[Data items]
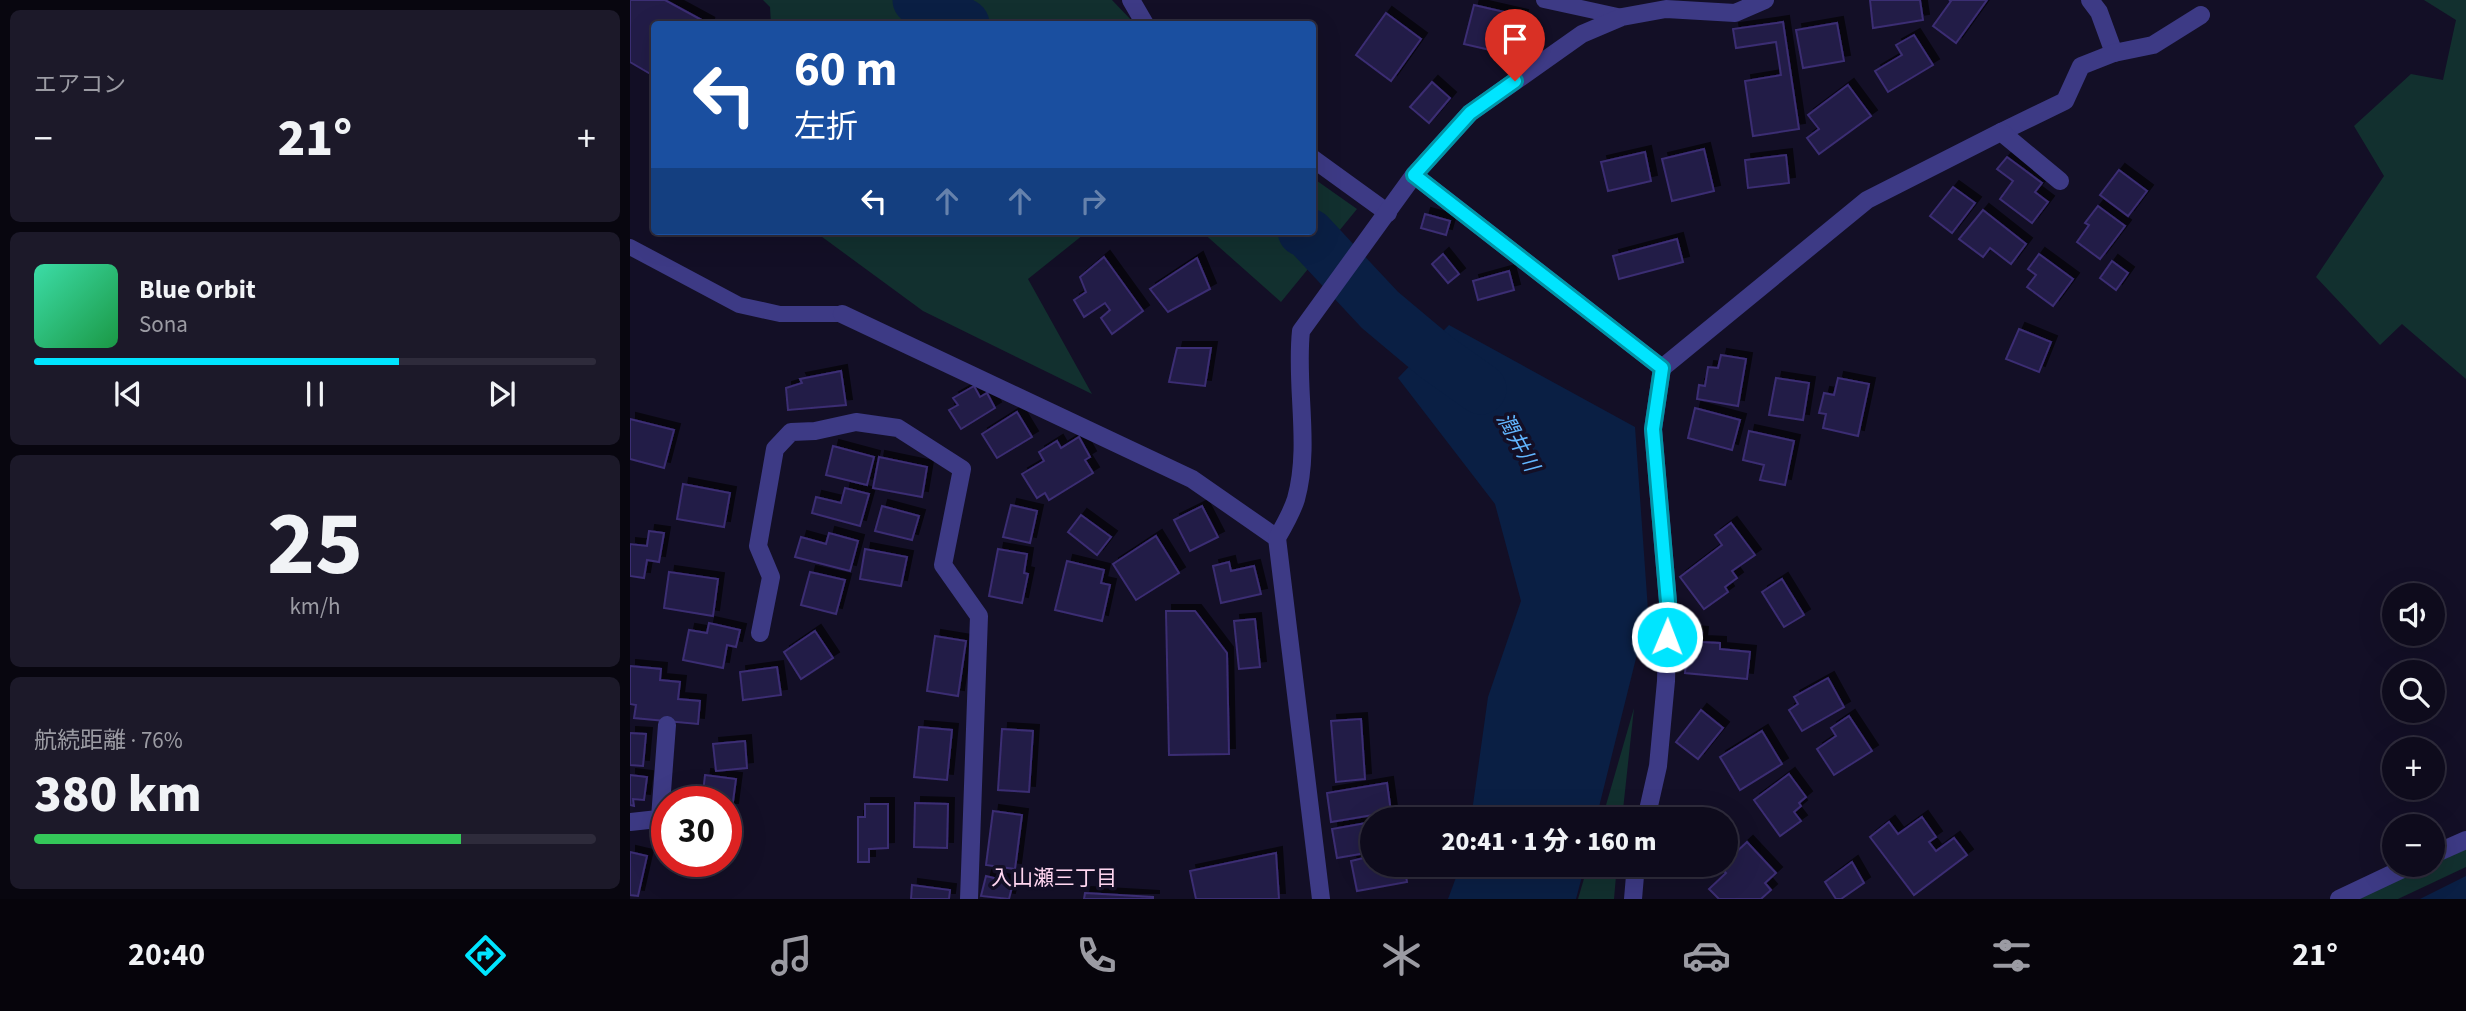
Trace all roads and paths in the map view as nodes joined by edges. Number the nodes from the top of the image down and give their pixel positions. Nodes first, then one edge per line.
1 (1131, 0) edge
2 (1544, 0) edge
3 (1765, 0) edge
4 (2090, 0) edge
5 (2201, 15) dead end
6 (1622, 17) junction
7 (1143, 21) edge
8 (2113, 53) junction
9 (2001, 132) junction
10 (1316, 161) edge
11 (1414, 175) junction
12 (2060, 181) dead end
13 (1388, 213) junction
14 (630, 247) edge
15 (842, 314) joint
16 (1662, 368) junction
17 (1278, 538) junction
18 (760, 633) dead end
19 (667, 725) dead end
20 (664, 786) edge
21 (1649, 807) edge
22 (651, 819) edge
23 (630, 822) edge
24 (2466, 840) edge
25 (2445, 849) edge
26 (1635, 877) edge
27 (2386, 877) edge
28 (969, 899) edge
29 (1321, 899) edge
30 (1633, 899) edge
31 (2339, 899) edge

1 - 7 street
2 - 6 lane
3 - 6 street
4 - 8 street
5 - 8 street
6 - 11 street
8 - 9 street
9 - 12 street
9 - 16 street
10 - 13 street
11 - 13 street
11 - 16 street
13 - 17 street
14 - 15 lane
15 - 17 street
16 - 21 street
17 - 29 street
18 - 28 street
19 - 20 street
22 - 23 street
24 - 25 street
26 - 30 street
27 - 31 street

WORK INSTRUCTIONS: Which lines of the records contain the word "junction"? Copy each of them.

WRITTEN ANSWER:
6 (1622, 17) junction
8 (2113, 53) junction
9 (2001, 132) junction
11 (1414, 175) junction
13 (1388, 213) junction
16 (1662, 368) junction
17 (1278, 538) junction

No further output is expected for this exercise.